Middle-class Americans are less optimistic about their ability to achieve upward mobility than they were six months ago, according to new data from CUNA Mutual Group.
As previously reported, when CUNA Mutual Group first polled the middle class in November 2018, survey respondents gave themselves a B- when asked to grade the ability of the middle class to achieve the American Dream. The current grade of survey respondents has dropped to a C.
The main cause of this anxiety is fear that after several years of strong economic growth, close to 50 percent of respondents expressed worry that the U.S. will enter a recession in the next year. However, when thinking about their personal economic position, the majority of respondents in the survey feel relatively stable, with 61 percent saying they are somewhat to very confident, and 88 percent said they feel their job is somewhat or very secure over the next year, according to the survey.
CUNA Mutual Group found that the middle class could be doing better in its analysis and two-thirds are only “somewhat” confident, meaning they can comfortably pay their bills, but want to save more over time.
“The middle class is mired in uncertainty,” said Steve Rick, chief economist at CUNA Mutual Group. “This should be a wake-up call to families to start shoring up their finances now, whether that takes the form of cutting spending, reassessing their savings to avoid having to cut into their retirement to stay afloat, or even refinancing a mortgage if that’ll put them in a better position.

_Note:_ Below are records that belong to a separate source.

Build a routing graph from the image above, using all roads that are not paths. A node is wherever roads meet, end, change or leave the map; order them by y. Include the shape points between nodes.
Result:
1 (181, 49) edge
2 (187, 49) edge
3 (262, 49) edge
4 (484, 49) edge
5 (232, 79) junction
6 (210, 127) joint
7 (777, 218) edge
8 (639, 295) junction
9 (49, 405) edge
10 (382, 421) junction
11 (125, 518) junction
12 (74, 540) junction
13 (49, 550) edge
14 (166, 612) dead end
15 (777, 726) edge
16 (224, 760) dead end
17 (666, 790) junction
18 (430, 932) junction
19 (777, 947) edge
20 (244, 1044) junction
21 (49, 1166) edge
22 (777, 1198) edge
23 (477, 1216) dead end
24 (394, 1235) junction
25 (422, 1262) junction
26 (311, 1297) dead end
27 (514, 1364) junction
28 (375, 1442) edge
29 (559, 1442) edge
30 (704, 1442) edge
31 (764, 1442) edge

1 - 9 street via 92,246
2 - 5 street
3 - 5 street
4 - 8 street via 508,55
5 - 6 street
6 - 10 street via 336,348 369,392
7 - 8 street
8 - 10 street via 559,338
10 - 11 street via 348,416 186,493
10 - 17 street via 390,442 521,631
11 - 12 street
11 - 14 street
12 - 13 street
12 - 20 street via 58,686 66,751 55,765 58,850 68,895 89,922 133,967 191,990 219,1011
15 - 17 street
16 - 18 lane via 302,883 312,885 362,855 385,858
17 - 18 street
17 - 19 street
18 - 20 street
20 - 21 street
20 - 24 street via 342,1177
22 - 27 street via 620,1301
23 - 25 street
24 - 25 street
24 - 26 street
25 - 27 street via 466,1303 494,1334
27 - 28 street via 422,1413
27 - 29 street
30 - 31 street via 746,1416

If there’s one thing 2008 taught us, it’s that you can’t afford to be caught on your heels if a recession hits.”
Additional findings from the survey found that survey respondents are aware of their economic vulnerabilities. In the event of a recession, 53 percent of respondents said they would decrease discretionary spending, and 52 percent said they would make lifestyle changes.
Overall, female respondents appeared to be more pessimistic when it comes to the current economy. The survey found that 54 percent said they feel somewhat or very confident about their economic position, versus 68 percent of men. 18 percent of females said they do not feel very confident about their economic position, compared to 11 percent of men; women are significantly less likely to feel their employment is secure, with 43 percent saying their jobs feel very stable, versus 51 percent of men; and 51 percent of female respondents were more concerned with a recession, compared to 48 percent of men.
Women aren’t the only respondents with a heightened sense of uncertainty, with the survey finding more anxiety among parents than their child-free counterparts. 54 percent of respondents with children were more concerned the U.S. will enter a recession in the coming year compared to 47 percent of those without children
The survey also found that parents are also willing to be more aggressive about steps they would take to maintain stability in a recession. Most notably, they were almost twice as likely as those without children to reduce their retirement savings contributions, according to CUNA Mutual Group.
The 2019 CUNA Mutual Group survey polled 1,288 U.S. adults ages 18 or older and making an annual income of $35,000 to less than $100,000. The survey was conducted in May 2019.